As new DeFi projects are launched and similar projects continue to evolve at a rapid pace, we are seeing a rise in the amount of cyberattacks and exploits that result in significant losses.
If the ecosystem only accepts high-risk takers, DeFi adoption would then inevitably stall. Having a solid insurance framework in place is an important step toward lowering the risks that users face when engaging with DeFi applications, and thus luring the most users to this space.
Insurance is a massive industry, with total global premiums underwritten achieving $6.3 trillion in 2019. The world is implicitly chaotic, and accidents are unavoidable.
Insurance is based on two major assumptions:
The insurance-covered loss event must be distinct. If the incident is repeated enough times, the result will coalesce to the expected value.
The loss event is notable for its low frequency and significant impact. As a result, premiums compensated by a large number of people subsidize the losses from a few large claims.
Primarily, insurance is an instrument for pooling capital and socializing large losses so that participants do not face financial ruin as a consequence of a single major catastrophe.
By socializing the expense of any catastrophic events, insurance allows individuals to take risks. It is a crucial risk management tool for encouraging more individuals to become involved beyond the existing niche user base. Insurance products are needed in the DeFi industry so that institutional players with large amounts of capital to mobilize are persuaded that it is secure to participate in DeFi.
The insurance market is still largely untapped. According to Nexus Mutual’s active cover amount, only about 2% of the DeFi’s TVL (Total Value Locked) is covered.
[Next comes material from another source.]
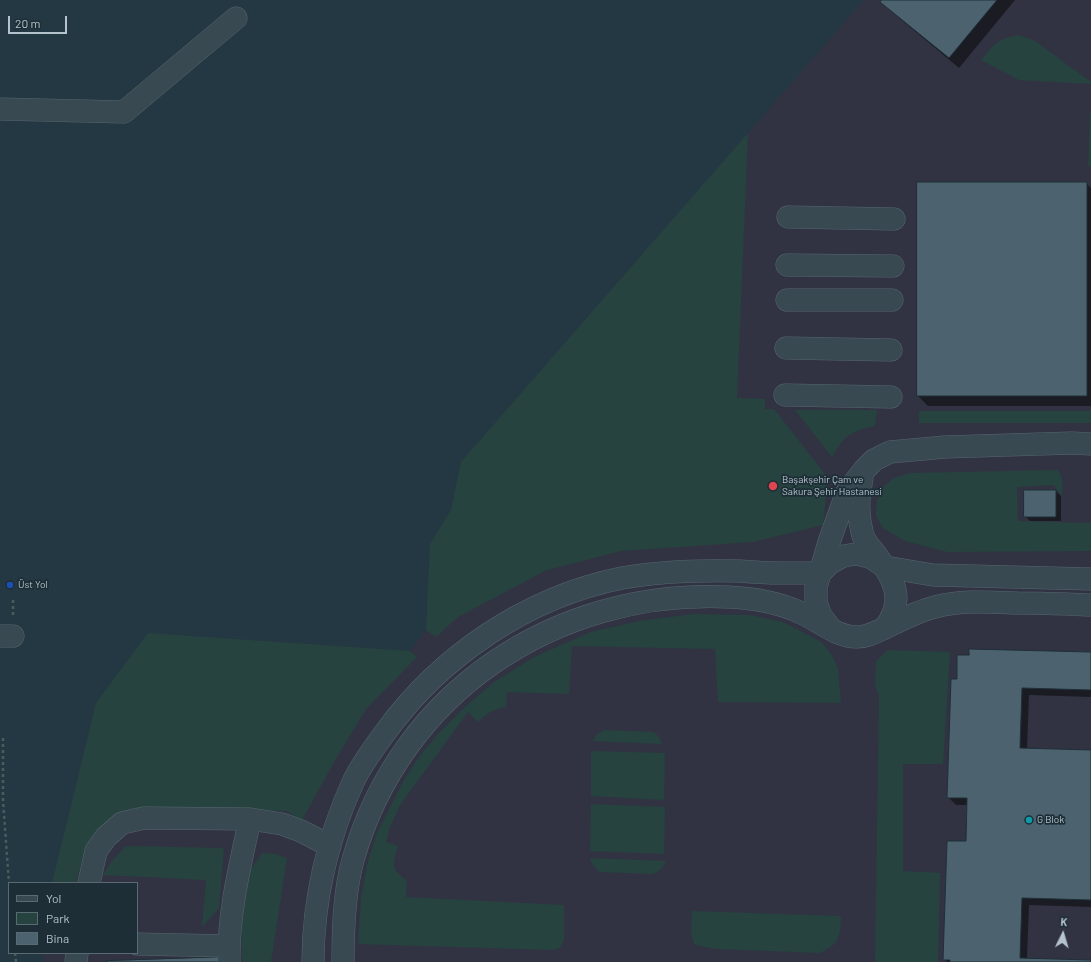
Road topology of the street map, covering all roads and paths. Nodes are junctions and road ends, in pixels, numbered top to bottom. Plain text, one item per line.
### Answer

Derivatives such as Credit Default Swaps and options may reduce the need to purchase insurance.
However, the development of such products is typically more complex and expensive than the risk pooling technique of insurance, resulting in more expensive coverage. Furthermore, because derivatives are subject to price risk, they are more expensive.
There’s also the prospect that high-risk takers and retail users currently dominate the DeFi market. They may not place a high value on risk management and thus do not see the need for insurance. When the crypto market matures, the Decentralized insurance market will gain traction.